TASK REQUIREMENTS: In the data below, one line contains "pinky mcp: (249, 192)" and a later one contains "thumb cmc: (151, 234)". Print both, with every line between them, exactly and alone.

(People photos with keypoints)
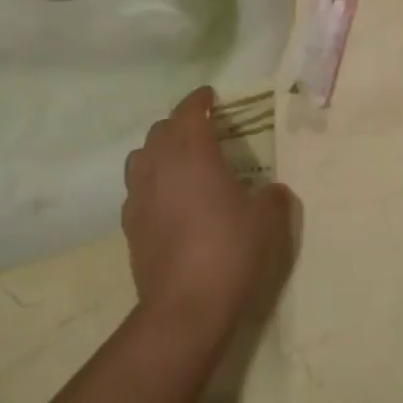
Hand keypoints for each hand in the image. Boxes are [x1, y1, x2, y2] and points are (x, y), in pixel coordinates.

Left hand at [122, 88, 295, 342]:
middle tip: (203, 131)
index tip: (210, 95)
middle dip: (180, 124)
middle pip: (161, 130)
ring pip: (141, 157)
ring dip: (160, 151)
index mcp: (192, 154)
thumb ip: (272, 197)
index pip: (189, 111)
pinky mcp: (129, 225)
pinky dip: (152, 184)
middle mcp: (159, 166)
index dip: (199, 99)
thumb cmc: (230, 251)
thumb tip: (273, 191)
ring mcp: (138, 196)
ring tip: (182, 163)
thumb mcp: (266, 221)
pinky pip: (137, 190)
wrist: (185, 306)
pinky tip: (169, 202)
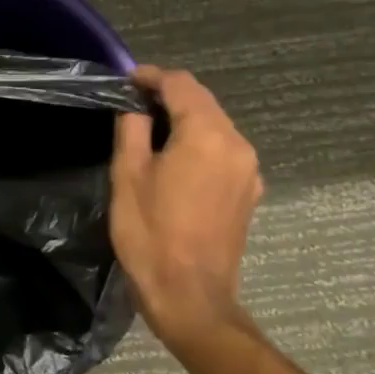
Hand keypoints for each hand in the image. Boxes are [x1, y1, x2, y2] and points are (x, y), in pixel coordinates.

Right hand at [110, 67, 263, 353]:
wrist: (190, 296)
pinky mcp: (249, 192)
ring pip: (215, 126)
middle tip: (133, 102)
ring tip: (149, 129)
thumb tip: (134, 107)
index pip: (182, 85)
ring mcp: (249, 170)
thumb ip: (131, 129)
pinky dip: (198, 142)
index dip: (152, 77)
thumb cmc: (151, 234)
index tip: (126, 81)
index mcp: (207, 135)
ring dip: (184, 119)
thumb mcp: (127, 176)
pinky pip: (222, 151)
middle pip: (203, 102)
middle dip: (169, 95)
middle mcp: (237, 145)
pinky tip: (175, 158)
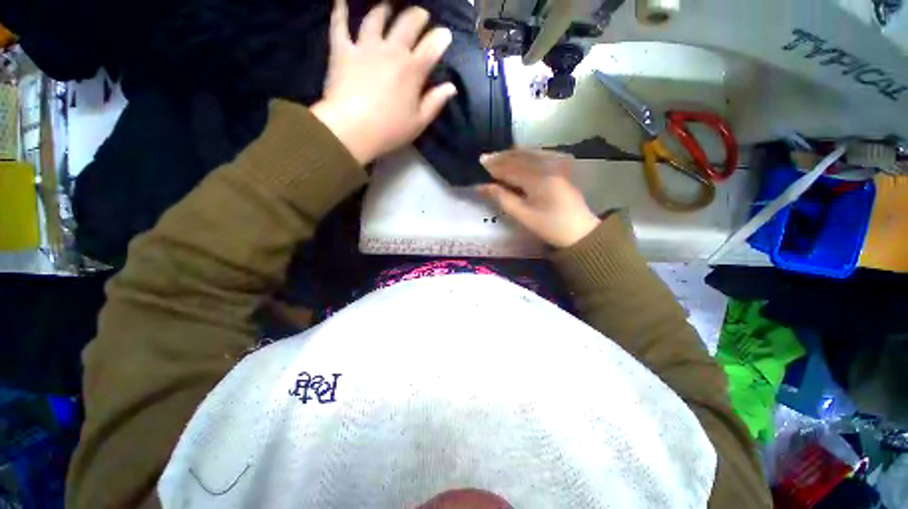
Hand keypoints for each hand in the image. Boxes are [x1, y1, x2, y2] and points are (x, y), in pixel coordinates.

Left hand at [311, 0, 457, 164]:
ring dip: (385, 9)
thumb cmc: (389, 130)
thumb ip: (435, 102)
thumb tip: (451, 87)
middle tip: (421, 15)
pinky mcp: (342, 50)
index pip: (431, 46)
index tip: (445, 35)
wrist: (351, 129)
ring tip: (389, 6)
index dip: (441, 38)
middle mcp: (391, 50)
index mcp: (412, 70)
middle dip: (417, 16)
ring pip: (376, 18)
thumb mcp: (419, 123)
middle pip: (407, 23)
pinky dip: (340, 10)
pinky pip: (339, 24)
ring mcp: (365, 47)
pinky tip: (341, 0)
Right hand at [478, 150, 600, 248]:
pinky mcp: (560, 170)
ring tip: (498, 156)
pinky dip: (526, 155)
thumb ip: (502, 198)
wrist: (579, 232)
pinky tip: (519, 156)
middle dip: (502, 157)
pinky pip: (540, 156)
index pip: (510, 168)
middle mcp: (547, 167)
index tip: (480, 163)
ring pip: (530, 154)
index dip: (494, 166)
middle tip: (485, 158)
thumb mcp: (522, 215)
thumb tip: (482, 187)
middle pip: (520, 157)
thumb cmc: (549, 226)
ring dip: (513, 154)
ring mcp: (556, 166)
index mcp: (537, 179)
...
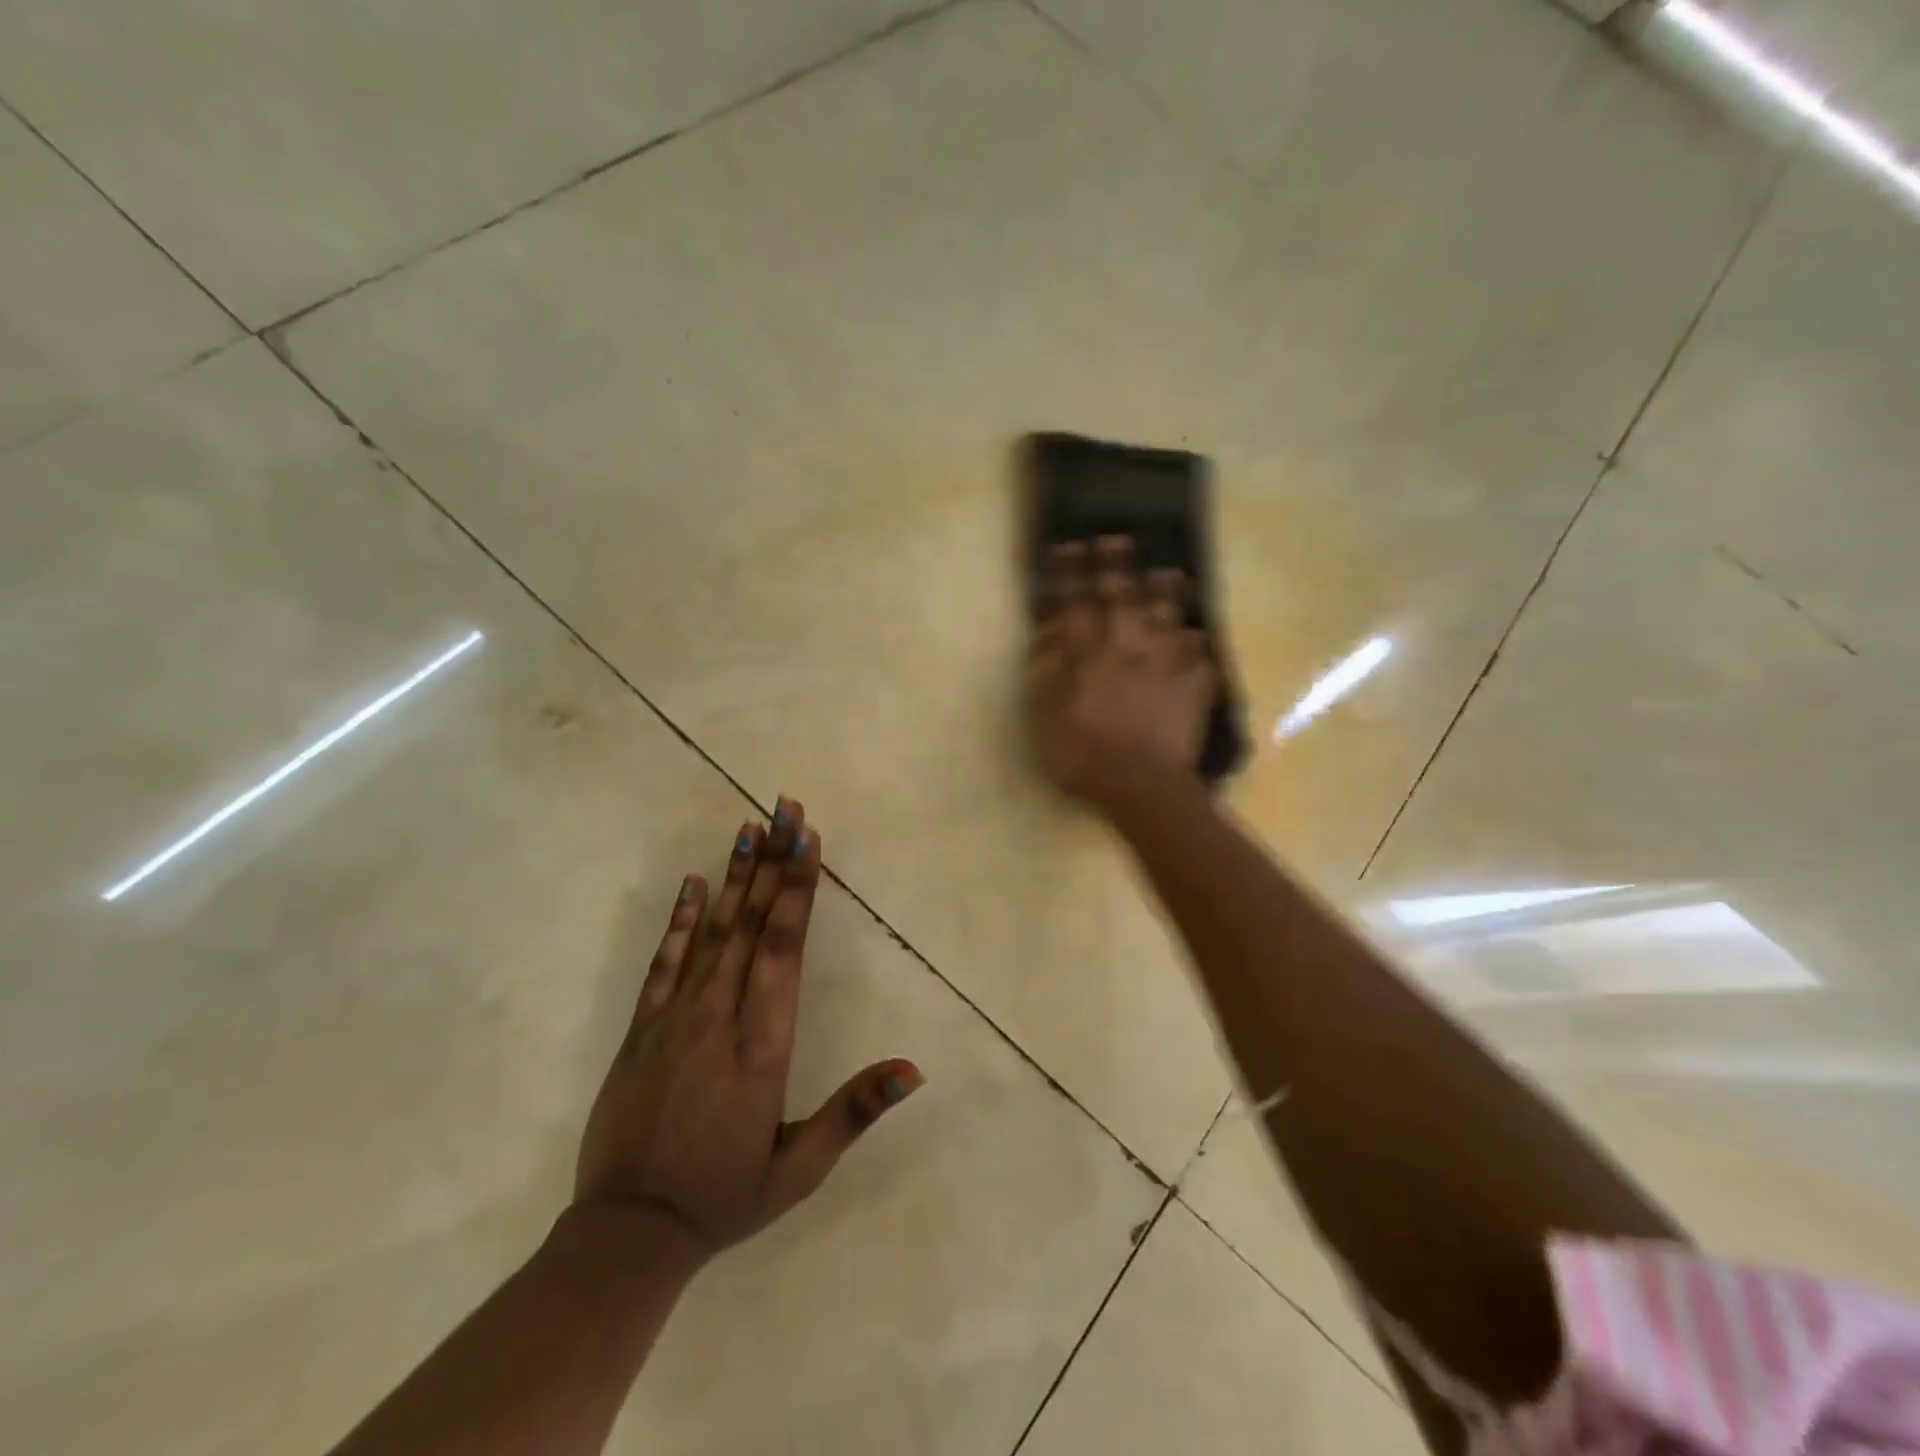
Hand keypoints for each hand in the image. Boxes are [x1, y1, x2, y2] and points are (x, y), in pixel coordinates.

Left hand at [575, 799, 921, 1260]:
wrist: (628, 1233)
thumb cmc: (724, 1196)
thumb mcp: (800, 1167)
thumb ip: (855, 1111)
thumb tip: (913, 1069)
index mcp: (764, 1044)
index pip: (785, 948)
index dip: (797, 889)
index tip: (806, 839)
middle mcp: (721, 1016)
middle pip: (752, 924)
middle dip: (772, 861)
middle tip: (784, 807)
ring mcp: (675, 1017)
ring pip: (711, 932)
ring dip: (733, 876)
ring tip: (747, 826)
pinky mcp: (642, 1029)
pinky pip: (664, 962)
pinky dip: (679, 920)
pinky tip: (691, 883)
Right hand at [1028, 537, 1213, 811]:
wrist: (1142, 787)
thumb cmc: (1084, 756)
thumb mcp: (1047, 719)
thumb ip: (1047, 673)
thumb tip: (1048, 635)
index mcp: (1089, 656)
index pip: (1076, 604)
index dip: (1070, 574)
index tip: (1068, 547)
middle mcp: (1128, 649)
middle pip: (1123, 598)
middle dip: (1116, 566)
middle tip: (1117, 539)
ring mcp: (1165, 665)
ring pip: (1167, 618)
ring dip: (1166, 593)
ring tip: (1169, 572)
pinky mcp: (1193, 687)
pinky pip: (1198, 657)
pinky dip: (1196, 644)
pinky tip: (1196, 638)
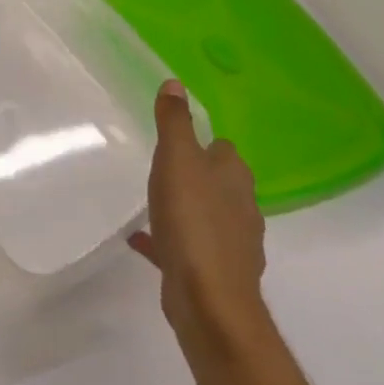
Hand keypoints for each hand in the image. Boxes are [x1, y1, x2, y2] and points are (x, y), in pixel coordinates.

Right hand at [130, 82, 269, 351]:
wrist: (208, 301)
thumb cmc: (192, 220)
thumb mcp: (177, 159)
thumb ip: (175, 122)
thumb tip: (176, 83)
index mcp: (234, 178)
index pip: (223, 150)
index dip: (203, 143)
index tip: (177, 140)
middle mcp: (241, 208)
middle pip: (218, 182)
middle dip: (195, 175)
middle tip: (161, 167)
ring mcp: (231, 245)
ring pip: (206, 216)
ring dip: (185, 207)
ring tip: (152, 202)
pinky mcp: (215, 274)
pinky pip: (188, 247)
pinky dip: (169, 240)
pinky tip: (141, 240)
==
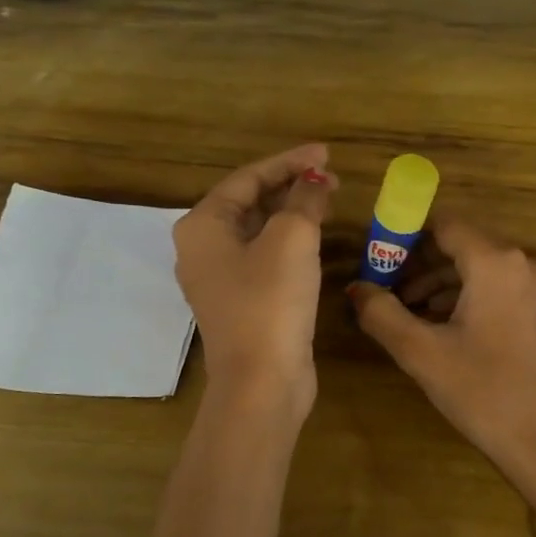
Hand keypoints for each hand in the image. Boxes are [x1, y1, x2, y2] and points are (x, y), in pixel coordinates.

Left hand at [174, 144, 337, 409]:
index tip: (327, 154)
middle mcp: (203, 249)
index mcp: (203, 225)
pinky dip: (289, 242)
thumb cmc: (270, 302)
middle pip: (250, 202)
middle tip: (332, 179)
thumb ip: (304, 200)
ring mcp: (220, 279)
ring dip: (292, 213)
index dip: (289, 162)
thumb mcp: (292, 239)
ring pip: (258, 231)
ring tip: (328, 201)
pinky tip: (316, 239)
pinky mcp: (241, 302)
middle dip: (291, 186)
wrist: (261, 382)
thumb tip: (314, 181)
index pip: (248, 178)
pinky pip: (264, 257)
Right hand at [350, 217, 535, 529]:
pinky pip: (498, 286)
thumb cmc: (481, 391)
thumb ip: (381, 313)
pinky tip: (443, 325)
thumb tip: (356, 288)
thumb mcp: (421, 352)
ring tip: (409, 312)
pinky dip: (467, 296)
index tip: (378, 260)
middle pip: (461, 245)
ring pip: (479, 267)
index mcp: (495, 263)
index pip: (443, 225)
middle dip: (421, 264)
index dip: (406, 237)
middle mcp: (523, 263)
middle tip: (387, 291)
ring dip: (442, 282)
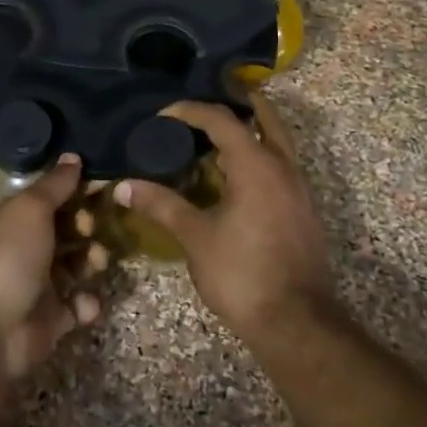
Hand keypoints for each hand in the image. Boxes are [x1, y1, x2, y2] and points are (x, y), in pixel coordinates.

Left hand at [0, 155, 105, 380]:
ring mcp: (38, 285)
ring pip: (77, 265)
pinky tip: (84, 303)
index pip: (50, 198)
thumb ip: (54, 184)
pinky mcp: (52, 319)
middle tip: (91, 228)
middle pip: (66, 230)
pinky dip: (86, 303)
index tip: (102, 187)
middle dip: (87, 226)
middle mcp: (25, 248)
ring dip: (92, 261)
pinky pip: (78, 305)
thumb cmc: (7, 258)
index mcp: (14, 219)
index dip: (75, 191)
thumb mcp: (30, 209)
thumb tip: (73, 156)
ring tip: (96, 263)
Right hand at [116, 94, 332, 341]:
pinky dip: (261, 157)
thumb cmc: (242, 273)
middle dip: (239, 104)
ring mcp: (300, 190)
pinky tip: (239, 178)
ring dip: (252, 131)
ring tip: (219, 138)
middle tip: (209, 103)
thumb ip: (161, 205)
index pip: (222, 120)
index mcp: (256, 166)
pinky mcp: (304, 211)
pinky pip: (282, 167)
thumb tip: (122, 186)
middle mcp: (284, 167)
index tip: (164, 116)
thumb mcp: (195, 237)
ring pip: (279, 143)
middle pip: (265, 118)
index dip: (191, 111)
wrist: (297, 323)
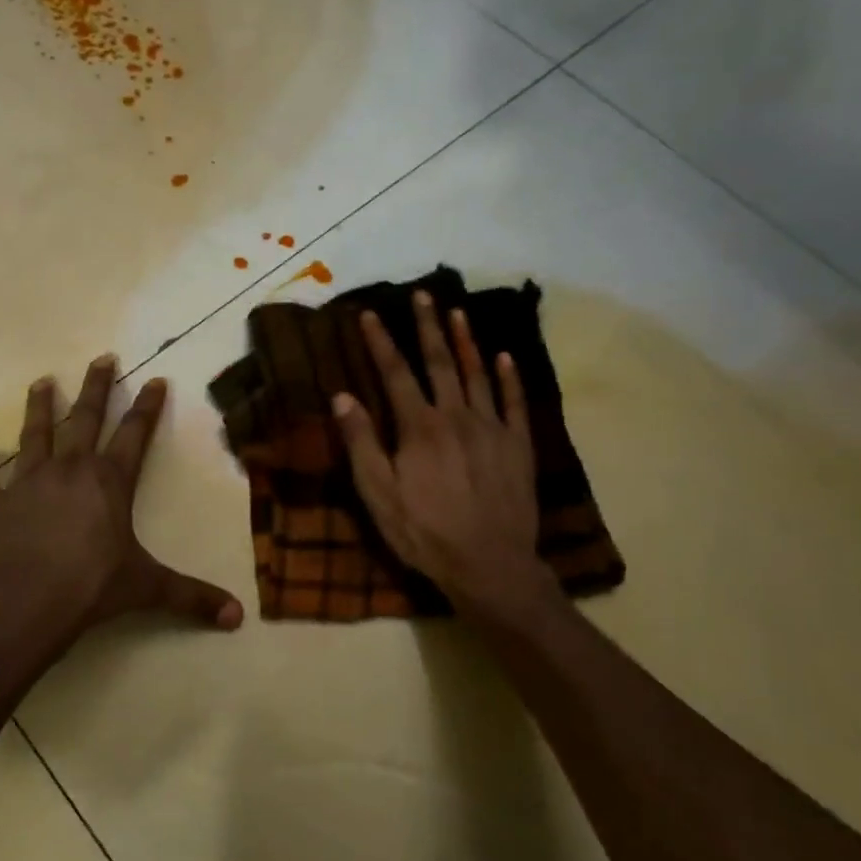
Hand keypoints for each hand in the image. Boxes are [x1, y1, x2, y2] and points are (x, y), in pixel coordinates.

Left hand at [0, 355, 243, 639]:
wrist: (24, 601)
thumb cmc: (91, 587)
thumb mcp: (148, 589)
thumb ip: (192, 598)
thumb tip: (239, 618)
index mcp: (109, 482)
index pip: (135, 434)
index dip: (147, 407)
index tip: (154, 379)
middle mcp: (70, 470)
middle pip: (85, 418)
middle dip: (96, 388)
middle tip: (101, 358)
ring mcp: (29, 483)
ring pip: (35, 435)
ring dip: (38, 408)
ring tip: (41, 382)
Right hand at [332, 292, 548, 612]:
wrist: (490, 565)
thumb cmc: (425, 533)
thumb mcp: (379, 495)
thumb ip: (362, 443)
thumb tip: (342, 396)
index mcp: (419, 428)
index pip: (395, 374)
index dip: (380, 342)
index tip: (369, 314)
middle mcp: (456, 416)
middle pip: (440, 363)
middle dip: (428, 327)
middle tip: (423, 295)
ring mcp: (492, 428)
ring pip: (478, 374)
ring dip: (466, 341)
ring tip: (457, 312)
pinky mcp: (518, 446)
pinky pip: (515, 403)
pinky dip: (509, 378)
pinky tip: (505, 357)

SOLUTION TO THIS EXERCISE:
pinky mcp: (249, 192)
ring pip: (215, 126)
middle tip: (133, 102)
ring tip: (149, 129)
thumb tip: (134, 107)
index pip: (182, 85)
ring mcp: (249, 170)
thumb ip: (131, 129)
pinky dip: (198, 142)
index dip: (152, 77)
thumb cmc: (151, 234)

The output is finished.